• _TASK STATEMENT_
Without any omission, reproduce the records that follow.

(Records drawn from a dataset)
= = = =
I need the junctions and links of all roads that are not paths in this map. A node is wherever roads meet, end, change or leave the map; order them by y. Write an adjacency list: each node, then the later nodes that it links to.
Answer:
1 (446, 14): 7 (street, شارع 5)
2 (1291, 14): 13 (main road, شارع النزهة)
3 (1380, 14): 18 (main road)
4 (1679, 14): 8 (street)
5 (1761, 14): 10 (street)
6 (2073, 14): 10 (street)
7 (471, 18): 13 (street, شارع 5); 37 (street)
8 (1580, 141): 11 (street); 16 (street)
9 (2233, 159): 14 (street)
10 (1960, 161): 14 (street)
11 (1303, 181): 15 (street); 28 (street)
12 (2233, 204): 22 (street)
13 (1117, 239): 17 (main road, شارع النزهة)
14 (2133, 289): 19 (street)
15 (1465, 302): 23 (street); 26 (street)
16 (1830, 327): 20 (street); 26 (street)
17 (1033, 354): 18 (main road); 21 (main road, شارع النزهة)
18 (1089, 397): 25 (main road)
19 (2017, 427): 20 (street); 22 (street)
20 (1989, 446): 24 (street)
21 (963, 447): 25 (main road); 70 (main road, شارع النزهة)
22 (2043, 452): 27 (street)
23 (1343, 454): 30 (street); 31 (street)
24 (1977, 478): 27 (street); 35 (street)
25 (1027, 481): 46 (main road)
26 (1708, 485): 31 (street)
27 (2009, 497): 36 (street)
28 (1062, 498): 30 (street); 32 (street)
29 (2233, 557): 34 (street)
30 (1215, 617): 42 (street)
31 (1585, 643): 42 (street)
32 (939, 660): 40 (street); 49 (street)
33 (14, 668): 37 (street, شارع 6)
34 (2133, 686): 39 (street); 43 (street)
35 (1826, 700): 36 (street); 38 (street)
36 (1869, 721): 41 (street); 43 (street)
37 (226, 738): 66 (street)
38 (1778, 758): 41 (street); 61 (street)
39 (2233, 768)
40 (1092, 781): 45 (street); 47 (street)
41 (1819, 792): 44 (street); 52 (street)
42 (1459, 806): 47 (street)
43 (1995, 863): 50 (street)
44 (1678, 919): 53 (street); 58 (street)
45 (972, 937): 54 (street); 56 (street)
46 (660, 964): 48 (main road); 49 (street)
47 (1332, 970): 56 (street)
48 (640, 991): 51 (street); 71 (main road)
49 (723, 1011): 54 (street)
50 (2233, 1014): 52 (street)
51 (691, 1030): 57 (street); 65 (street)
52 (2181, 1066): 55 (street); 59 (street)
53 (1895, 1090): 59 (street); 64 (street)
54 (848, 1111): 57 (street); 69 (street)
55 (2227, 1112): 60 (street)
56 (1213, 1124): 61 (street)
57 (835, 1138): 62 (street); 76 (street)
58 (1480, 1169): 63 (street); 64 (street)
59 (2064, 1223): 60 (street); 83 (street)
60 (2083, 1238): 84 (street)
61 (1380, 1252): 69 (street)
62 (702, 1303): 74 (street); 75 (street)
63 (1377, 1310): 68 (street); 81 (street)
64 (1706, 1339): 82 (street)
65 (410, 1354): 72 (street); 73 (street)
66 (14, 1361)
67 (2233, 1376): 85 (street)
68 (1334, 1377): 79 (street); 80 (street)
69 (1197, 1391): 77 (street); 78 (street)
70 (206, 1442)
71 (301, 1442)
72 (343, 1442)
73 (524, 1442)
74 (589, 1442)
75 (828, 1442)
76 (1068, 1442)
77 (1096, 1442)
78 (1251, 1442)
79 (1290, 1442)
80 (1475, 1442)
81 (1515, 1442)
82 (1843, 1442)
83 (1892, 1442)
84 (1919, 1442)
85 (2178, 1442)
= = = =
• _OUTPUT FOR THIS EXERCISE_
I need the junctions and links of all roads that are not paths in this map. A node is wherever roads meet, end, change or leave the map; order them by y. Write an adjacency list: each node, then the later nodes that it links to.
Answer:
1 (446, 14): 7 (street, شارع 5)
2 (1291, 14): 13 (main road, شارع النزهة)
3 (1380, 14): 18 (main road)
4 (1679, 14): 8 (street)
5 (1761, 14): 10 (street)
6 (2073, 14): 10 (street)
7 (471, 18): 13 (street, شارع 5); 37 (street)
8 (1580, 141): 11 (street); 16 (street)
9 (2233, 159): 14 (street)
10 (1960, 161): 14 (street)
11 (1303, 181): 15 (street); 28 (street)
12 (2233, 204): 22 (street)
13 (1117, 239): 17 (main road, شارع النزهة)
14 (2133, 289): 19 (street)
15 (1465, 302): 23 (street); 26 (street)
16 (1830, 327): 20 (street); 26 (street)
17 (1033, 354): 18 (main road); 21 (main road, شارع النزهة)
18 (1089, 397): 25 (main road)
19 (2017, 427): 20 (street); 22 (street)
20 (1989, 446): 24 (street)
21 (963, 447): 25 (main road); 70 (main road, شارع النزهة)
22 (2043, 452): 27 (street)
23 (1343, 454): 30 (street); 31 (street)
24 (1977, 478): 27 (street); 35 (street)
25 (1027, 481): 46 (main road)
26 (1708, 485): 31 (street)
27 (2009, 497): 36 (street)
28 (1062, 498): 30 (street); 32 (street)
29 (2233, 557): 34 (street)
30 (1215, 617): 42 (street)
31 (1585, 643): 42 (street)
32 (939, 660): 40 (street); 49 (street)
33 (14, 668): 37 (street, شارع 6)
34 (2133, 686): 39 (street); 43 (street)
35 (1826, 700): 36 (street); 38 (street)
36 (1869, 721): 41 (street); 43 (street)
37 (226, 738): 66 (street)
38 (1778, 758): 41 (street); 61 (street)
39 (2233, 768)
40 (1092, 781): 45 (street); 47 (street)
41 (1819, 792): 44 (street); 52 (street)
42 (1459, 806): 47 (street)
43 (1995, 863): 50 (street)
44 (1678, 919): 53 (street); 58 (street)
45 (972, 937): 54 (street); 56 (street)
46 (660, 964): 48 (main road); 49 (street)
47 (1332, 970): 56 (street)
48 (640, 991): 51 (street); 71 (main road)
49 (723, 1011): 54 (street)
50 (2233, 1014): 52 (street)
51 (691, 1030): 57 (street); 65 (street)
52 (2181, 1066): 55 (street); 59 (street)
53 (1895, 1090): 59 (street); 64 (street)
54 (848, 1111): 57 (street); 69 (street)
55 (2227, 1112): 60 (street)
56 (1213, 1124): 61 (street)
57 (835, 1138): 62 (street); 76 (street)
58 (1480, 1169): 63 (street); 64 (street)
59 (2064, 1223): 60 (street); 83 (street)
60 (2083, 1238): 84 (street)
61 (1380, 1252): 69 (street)
62 (702, 1303): 74 (street); 75 (street)
63 (1377, 1310): 68 (street); 81 (street)
64 (1706, 1339): 82 (street)
65 (410, 1354): 72 (street); 73 (street)
66 (14, 1361)
67 (2233, 1376): 85 (street)
68 (1334, 1377): 79 (street); 80 (street)
69 (1197, 1391): 77 (street); 78 (street)
70 (206, 1442)
71 (301, 1442)
72 (343, 1442)
73 (524, 1442)
74 (589, 1442)
75 (828, 1442)
76 (1068, 1442)
77 (1096, 1442)
78 (1251, 1442)
79 (1290, 1442)
80 (1475, 1442)
81 (1515, 1442)
82 (1843, 1442)
83 (1892, 1442)
84 (1919, 1442)
85 (2178, 1442)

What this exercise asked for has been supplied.